Development in Arduino IDE

After installing DigiStump on Arduino IDE, it is time to develop and deploy but make sure you set the right Programmer and select the right board per installation instruction above.

Once you finished coding, unlike Arduino that you can plug it into your computer all the time, you can not do that. If you leave your DigiSpark plugged into your computer and try to upload your code to it, very likely you will encounter the following error:

So, leave your DigiSpark board unplugged, click Upload on Arduino IDE and wait for prompt to plug in the board. This is the part I had trouble with, so it is worth mentioning it here.

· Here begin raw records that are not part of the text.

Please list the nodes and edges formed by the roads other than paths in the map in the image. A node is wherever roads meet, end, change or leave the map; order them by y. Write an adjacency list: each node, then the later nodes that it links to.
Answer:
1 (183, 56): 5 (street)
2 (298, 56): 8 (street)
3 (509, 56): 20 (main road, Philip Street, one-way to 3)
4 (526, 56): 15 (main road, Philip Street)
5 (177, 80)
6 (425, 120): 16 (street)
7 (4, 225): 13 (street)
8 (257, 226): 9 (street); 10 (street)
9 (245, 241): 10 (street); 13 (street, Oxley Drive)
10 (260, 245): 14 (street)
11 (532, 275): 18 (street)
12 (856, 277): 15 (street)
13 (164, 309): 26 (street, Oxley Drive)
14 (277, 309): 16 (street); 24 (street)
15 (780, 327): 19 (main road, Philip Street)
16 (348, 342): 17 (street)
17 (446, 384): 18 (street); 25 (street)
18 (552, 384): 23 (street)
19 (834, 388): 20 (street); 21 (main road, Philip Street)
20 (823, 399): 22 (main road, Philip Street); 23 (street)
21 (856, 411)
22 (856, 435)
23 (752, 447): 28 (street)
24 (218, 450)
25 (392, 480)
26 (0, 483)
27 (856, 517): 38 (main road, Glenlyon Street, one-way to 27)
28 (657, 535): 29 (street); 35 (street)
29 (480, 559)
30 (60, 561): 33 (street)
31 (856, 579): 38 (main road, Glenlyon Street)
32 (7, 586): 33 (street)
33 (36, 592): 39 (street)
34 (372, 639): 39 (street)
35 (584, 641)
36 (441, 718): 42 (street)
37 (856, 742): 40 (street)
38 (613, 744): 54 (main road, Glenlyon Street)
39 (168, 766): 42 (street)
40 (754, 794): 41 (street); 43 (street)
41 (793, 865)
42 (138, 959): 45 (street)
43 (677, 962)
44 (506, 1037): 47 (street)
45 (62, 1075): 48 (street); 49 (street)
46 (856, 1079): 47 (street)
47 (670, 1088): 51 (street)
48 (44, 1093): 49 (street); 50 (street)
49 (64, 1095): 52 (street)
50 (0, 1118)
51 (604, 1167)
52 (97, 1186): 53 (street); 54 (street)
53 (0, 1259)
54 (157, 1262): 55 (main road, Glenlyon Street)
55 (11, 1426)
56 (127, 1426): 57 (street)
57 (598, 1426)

Beside above warning or tip, because DigiSpark is such small MCU, its pins are purposed to many other tasks, such ADC, digital, I2C pins, etc. If you encounter some weird upload error, unplug your DigiSpark board from your circuit and program it that way.

Impressions

The first thing that strikes me is DigiSpark’s friendly design for bread board prototyping.  Notice the three pins for power, namely, 5V, GND, VIN. If you do not solder all three pins, but just two of them, like 5V and GND, or GND and VIN, you can plug your board into a bread board with power rails like these:

Notice the VIN and GND can fit very well into the power rail of a bread board while the actual pins are also inserted. This allows the board to be powered from the power rail and because it has voltage regulator, it will work and also power other components

Here, the 5V and GND are inserted into power rail on the bread board while all other pins are inserted, too. This allows the circuit to be powered by a USB power bank for phones. This is my favorite configuration with one important warning: the 5V is now inserted into the blue line where normally it is marked as – sign and the GND is inserted into the red line where it is usually marked as + sign, so keep this in mind when wiring.

The second thing is plethora libraries for this tiny board.  One such library is the OLED screen driver. On the same day I received my DigiSpark boards (probably a “bad” clone), my order of an 0.96″ OLED screen intended for other projects also arrived. Learning how to program the DigiSpark, I saw that there is this OLED library with sample, so I quickly wired it up (only four wires, 5V, GND, SDA, and SCK), initially, it did not work as my OLED has an I2C address of 0x78, I guess the default library is something else, so I defined address to be 0x78 (see attached code) and it worked right away. I was totally amazed by it.

One bad impression I got is that the pin 5 still has RESET enabled. This is probably due to the cheap clone I got (DigiStump has temporarily stopped shipping). This essentially renders the board to have one less (or half less, see more) pin and it is dangerous if this pin is left floating which will cause the board to reset randomly. The reason I say it is probably half pin is that it seems I can still use it as an analog pin, only when voltage drops below 2.5V (on 5V power), it resets. Above 2.5V, I still can read good reading from this pin.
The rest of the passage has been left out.